**Directions for this task:**
Each line of the data below containing "positions" needs to be listed.

··········

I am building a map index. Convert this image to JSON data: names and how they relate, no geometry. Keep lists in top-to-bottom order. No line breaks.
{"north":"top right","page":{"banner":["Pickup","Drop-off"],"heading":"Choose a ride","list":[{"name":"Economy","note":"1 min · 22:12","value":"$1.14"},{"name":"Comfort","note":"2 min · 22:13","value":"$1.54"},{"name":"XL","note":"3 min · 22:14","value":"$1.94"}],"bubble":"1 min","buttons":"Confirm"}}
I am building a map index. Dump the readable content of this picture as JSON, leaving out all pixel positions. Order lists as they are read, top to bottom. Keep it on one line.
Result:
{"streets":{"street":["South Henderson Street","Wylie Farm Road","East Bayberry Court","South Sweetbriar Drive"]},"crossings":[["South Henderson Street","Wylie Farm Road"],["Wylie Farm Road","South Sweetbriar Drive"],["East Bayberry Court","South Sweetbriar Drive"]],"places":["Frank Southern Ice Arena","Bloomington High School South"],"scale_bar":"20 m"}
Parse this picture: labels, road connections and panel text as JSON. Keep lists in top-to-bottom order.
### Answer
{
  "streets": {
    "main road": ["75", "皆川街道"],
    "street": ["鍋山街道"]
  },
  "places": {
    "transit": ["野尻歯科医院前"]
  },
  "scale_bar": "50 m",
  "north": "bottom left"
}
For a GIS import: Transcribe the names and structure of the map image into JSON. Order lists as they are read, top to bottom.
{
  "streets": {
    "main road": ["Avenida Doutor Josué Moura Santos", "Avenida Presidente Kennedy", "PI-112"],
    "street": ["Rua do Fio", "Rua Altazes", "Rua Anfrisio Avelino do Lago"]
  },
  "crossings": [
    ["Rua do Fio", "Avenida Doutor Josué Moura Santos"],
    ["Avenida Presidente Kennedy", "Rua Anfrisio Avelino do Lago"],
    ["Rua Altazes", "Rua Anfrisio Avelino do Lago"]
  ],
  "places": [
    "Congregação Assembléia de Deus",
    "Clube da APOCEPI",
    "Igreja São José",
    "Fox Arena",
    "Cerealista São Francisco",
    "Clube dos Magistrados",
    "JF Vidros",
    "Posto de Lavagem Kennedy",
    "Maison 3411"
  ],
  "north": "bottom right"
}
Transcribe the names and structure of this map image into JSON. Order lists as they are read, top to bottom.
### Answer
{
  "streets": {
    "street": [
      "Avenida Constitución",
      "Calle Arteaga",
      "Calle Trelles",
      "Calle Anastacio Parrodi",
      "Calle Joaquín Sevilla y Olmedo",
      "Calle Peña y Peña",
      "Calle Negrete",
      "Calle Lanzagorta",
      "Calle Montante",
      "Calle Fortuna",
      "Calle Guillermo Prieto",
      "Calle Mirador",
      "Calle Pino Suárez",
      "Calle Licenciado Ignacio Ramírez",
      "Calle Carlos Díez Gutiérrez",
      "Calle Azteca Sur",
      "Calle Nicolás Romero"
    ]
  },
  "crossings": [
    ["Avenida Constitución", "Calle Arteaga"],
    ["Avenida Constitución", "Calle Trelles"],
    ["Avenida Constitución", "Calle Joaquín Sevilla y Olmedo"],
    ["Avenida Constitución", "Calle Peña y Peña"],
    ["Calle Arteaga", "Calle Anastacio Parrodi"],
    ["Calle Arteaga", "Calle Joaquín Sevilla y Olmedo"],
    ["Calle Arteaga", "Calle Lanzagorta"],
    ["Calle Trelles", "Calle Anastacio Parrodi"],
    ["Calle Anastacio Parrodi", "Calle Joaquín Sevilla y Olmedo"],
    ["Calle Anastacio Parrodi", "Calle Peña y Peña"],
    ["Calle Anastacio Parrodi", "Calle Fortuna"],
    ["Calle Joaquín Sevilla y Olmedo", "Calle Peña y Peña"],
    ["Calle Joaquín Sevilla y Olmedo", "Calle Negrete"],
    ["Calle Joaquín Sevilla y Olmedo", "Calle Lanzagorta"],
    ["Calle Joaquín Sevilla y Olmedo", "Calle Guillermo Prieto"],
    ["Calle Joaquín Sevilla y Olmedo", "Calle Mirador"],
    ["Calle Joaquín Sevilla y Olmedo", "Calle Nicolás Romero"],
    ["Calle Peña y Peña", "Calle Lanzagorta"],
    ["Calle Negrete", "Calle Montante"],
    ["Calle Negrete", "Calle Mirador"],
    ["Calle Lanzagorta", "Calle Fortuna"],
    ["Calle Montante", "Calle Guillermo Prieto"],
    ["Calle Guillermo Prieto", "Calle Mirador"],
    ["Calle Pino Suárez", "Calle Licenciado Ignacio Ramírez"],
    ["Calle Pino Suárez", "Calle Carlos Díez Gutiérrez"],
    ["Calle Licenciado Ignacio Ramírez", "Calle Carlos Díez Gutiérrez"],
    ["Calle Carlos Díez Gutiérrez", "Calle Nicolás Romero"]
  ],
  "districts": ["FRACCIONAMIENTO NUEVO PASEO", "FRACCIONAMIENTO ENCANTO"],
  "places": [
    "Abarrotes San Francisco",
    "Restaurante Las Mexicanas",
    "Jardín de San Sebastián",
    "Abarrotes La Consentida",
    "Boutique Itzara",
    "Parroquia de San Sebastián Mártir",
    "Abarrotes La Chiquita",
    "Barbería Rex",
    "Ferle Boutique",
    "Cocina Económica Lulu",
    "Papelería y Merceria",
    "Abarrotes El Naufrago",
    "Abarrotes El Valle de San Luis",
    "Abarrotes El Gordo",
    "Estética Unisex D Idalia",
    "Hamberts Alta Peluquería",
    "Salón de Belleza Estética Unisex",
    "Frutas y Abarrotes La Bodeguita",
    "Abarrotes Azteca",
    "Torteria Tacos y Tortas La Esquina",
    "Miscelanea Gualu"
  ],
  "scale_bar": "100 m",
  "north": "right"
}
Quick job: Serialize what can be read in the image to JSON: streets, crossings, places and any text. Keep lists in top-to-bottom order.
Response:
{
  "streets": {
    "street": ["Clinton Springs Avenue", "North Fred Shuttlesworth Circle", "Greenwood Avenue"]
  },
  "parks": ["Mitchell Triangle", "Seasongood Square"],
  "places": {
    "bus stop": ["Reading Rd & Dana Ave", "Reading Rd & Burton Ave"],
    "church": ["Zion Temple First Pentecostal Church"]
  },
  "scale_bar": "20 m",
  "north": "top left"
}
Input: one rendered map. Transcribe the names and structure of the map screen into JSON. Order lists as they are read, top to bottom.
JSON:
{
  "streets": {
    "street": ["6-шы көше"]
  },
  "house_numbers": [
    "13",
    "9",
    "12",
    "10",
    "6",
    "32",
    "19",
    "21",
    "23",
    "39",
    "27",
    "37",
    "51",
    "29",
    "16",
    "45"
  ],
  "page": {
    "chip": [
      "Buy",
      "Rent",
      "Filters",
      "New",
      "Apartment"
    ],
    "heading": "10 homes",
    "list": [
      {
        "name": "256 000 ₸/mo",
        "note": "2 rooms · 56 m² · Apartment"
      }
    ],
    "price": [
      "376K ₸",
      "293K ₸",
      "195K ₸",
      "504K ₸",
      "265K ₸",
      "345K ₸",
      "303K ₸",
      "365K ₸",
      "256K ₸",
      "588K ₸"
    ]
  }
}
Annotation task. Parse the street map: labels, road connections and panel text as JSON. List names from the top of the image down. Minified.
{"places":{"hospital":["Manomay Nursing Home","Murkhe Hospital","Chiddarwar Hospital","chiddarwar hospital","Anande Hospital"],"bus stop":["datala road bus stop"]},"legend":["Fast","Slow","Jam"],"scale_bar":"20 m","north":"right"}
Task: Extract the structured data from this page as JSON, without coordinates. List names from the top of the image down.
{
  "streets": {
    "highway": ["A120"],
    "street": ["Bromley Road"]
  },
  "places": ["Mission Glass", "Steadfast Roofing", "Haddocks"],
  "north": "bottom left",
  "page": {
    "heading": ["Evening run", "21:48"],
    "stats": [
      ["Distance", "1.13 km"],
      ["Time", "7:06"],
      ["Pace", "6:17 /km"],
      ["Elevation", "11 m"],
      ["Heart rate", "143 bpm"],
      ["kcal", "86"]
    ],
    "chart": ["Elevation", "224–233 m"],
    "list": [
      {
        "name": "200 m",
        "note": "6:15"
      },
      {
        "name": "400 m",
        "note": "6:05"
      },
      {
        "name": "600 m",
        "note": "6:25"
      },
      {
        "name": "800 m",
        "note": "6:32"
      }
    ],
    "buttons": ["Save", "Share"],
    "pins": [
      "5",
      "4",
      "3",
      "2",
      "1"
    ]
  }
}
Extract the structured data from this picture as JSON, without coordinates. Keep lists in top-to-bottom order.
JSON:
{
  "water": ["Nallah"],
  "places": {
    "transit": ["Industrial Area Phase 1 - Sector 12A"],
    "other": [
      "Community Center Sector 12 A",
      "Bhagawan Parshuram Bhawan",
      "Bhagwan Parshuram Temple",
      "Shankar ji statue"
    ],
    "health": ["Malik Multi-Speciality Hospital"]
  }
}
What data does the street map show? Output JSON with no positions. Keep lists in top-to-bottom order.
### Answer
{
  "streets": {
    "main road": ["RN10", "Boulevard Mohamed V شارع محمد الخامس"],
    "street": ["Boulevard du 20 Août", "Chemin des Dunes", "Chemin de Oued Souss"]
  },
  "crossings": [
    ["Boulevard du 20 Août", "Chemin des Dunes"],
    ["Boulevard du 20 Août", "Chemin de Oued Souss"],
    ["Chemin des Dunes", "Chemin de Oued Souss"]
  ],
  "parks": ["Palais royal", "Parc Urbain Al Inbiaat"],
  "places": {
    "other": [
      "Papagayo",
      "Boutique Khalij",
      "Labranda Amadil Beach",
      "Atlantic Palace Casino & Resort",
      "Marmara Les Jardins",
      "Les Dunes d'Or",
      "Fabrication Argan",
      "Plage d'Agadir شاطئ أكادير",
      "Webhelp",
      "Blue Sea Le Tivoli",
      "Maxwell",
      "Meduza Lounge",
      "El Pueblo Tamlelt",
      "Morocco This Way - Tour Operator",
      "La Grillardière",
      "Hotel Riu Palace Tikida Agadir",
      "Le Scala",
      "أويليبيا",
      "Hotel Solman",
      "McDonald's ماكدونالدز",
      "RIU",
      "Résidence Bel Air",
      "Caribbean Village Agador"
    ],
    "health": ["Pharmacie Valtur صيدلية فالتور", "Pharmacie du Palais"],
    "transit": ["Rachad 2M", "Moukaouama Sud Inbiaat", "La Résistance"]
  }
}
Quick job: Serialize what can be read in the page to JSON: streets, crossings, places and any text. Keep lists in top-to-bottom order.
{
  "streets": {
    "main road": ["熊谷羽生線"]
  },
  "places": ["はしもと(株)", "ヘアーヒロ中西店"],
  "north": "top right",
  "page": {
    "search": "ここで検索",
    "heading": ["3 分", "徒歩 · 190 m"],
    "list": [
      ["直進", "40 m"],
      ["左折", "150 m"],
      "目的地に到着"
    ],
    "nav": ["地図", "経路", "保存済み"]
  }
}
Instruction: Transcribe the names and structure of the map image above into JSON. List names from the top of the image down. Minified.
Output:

··········

**Answer section:**
I am building a map index. Dump the readable content of this picture as JSON, leaving out all pixel positions. Order lists as they are read, top to bottom. Keep it on one line.
What data does the street map show? Output JSON with no positions. Keep lists in top-to-bottom order.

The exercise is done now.